Uno de los grandes problemas fue el manejo de todos los negocios a la vez. La ilusión de que todo se solucionaría cegó a mi papá. “Siempre tuvo la esperanza de que se iba a mejorar”, asegura con tristeza mi mamá. Comenzó a mezclar los ingresos de un almacén para salvar el otro y así, como si fuera una bola de nieve rodando por una larga colina, las deudas fueron tan grandes que cuatro años después de cerrar el negocio se siguen pagando. De todos los valores posibles, los números en rojo en los bancos van desde los cuatro hasta los cincuenta millones de pesos.

A pesar de esto, el cariño que mi padre le tenía a Mareigua no fue la única dificultad. Aunque él se ve como un hombre grande y rudo, en el fondo es cándido (incluso si se enoja cuando alguien se lo dice). “Su papá es muy confiado. Él cree que nadie le va a hacer cosas malas”. Y fue justamente esa confianza lo que lo llevó a cerrar muchos de los locales que administraba: en el de Santa Marta, la empleada escondía los productos y colocaba en la vitrina los de sus amigos; en Pamplona ni siquiera iban a trabajar, entre muchas otras cosas.

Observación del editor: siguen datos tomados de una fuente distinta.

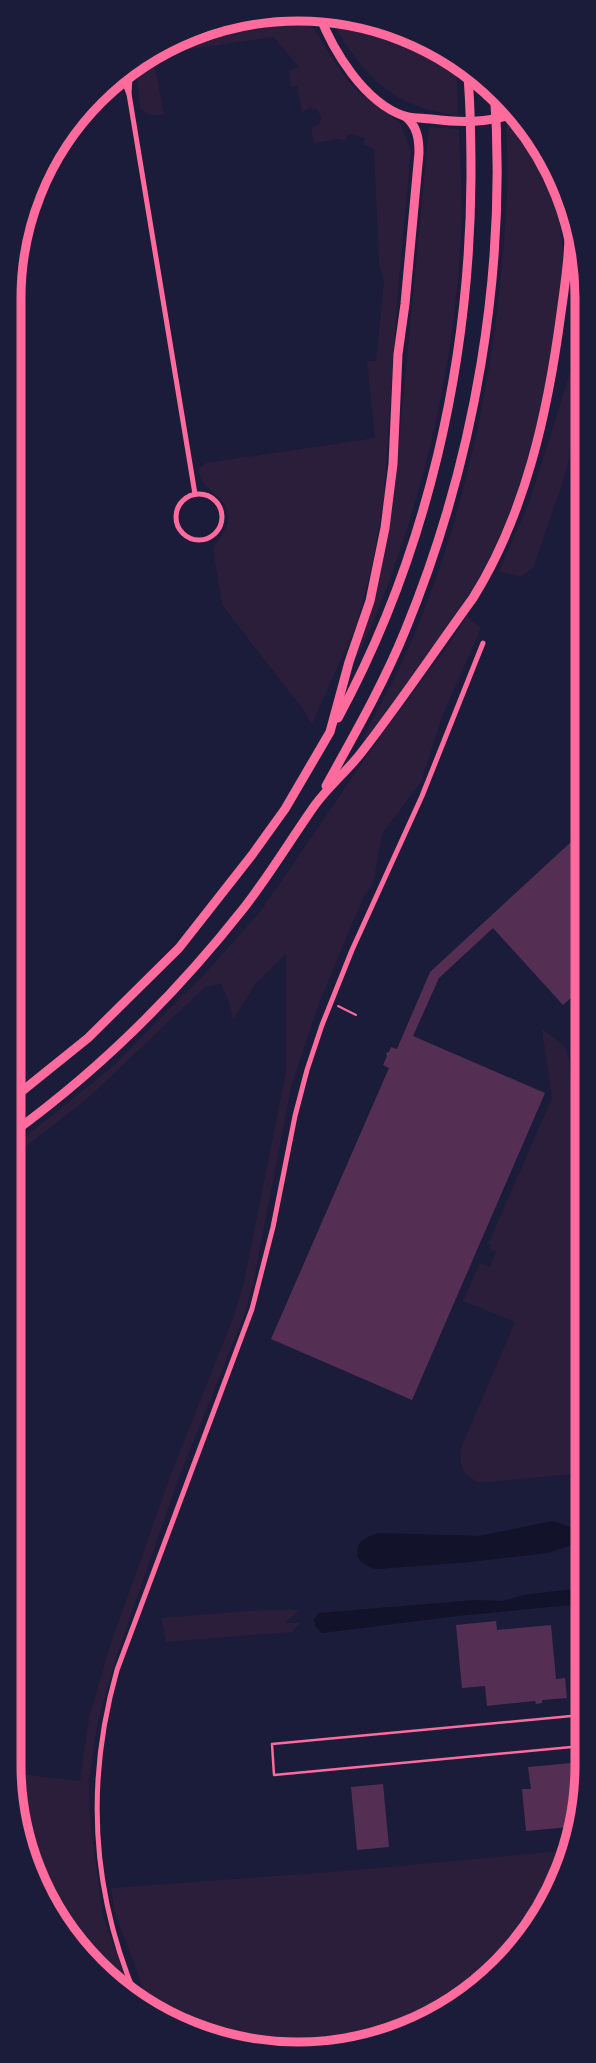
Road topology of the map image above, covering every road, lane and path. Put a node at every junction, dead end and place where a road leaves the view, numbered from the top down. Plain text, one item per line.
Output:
1 (319, 22) edge
2 (322, 22) edge
3 (324, 28) junction
4 (131, 77) edge
5 (468, 79) edge
6 (124, 82) edge
7 (129, 94) junction
8 (495, 103) edge
9 (405, 116) junction
10 (507, 116) edge
11 (569, 238) edge
12 (195, 494) junction
13 (483, 643) dead end
14 (330, 732) junction
15 (317, 803) junction
16 (331, 1003) junction
17 (356, 1015) dead end
18 (21, 1092) edge
19 (21, 1126) edge
20 (575, 1716) edge
21 (575, 1746) edge
22 (133, 1987) edge

1 - 3 street
2 - 3 highway
3 - 9 highway
4 - 7 street
5 - 14 highway
6 - 7 street
7 - 12 street
8 - 15 highway
9 - 10 highway
9 - 14 highway
11 - 15 highway
12 - 12 street
13 - 16 street
14 - 18 highway
15 - 19 highway
16 - 17 path
16 - 22 street
20 - 21 lane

A mis papás no les gusta pensar en realidades alternas, en esos “¿qué pasaría si…?”. Ambos imaginan que estaríamos igual económicamente si el almacén no hubiera abierto nunca; posiblemente mi padre estaría trabajando como empleado en alguna empresa o banco, y mi mamá hubiera seguido el mismo camino que recorrió en su momento. Aunque las cosas no terminaron tan bien como nos hubiera gustado, ese deseo de emprender sigue presente. “Yo creo que como negocio, es bueno. Sigue siendo bueno, sigue siendo una posibilidad; sin embargo, tendría que tener una visión diferente”, comentan mis papás con esperanza y un poco de nostalgia. Me gusta pensar que cuando Felipe y yo terminemos la universidad, mi papá pueda retomar su faceta como comerciante sin ningún miedo o atadura. A pesar de que le guste ejercer como contador, sé que su pasión no está allí.

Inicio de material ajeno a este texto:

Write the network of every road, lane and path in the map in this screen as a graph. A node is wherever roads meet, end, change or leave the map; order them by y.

Pese a ser una época un poco lejana, se conserva con cariño no solo en nuestros recuerdos, también en lo que nos rodea. Muchas de las cosas que formaban parte de ese sueño siguen entre las cuatro paredes de mi hogar: los muebles en bambú, las mesas de vidrio y madera, algunas mochilas que mi mamá usa con frecuencia o las cotizas que mi papá tanto adora.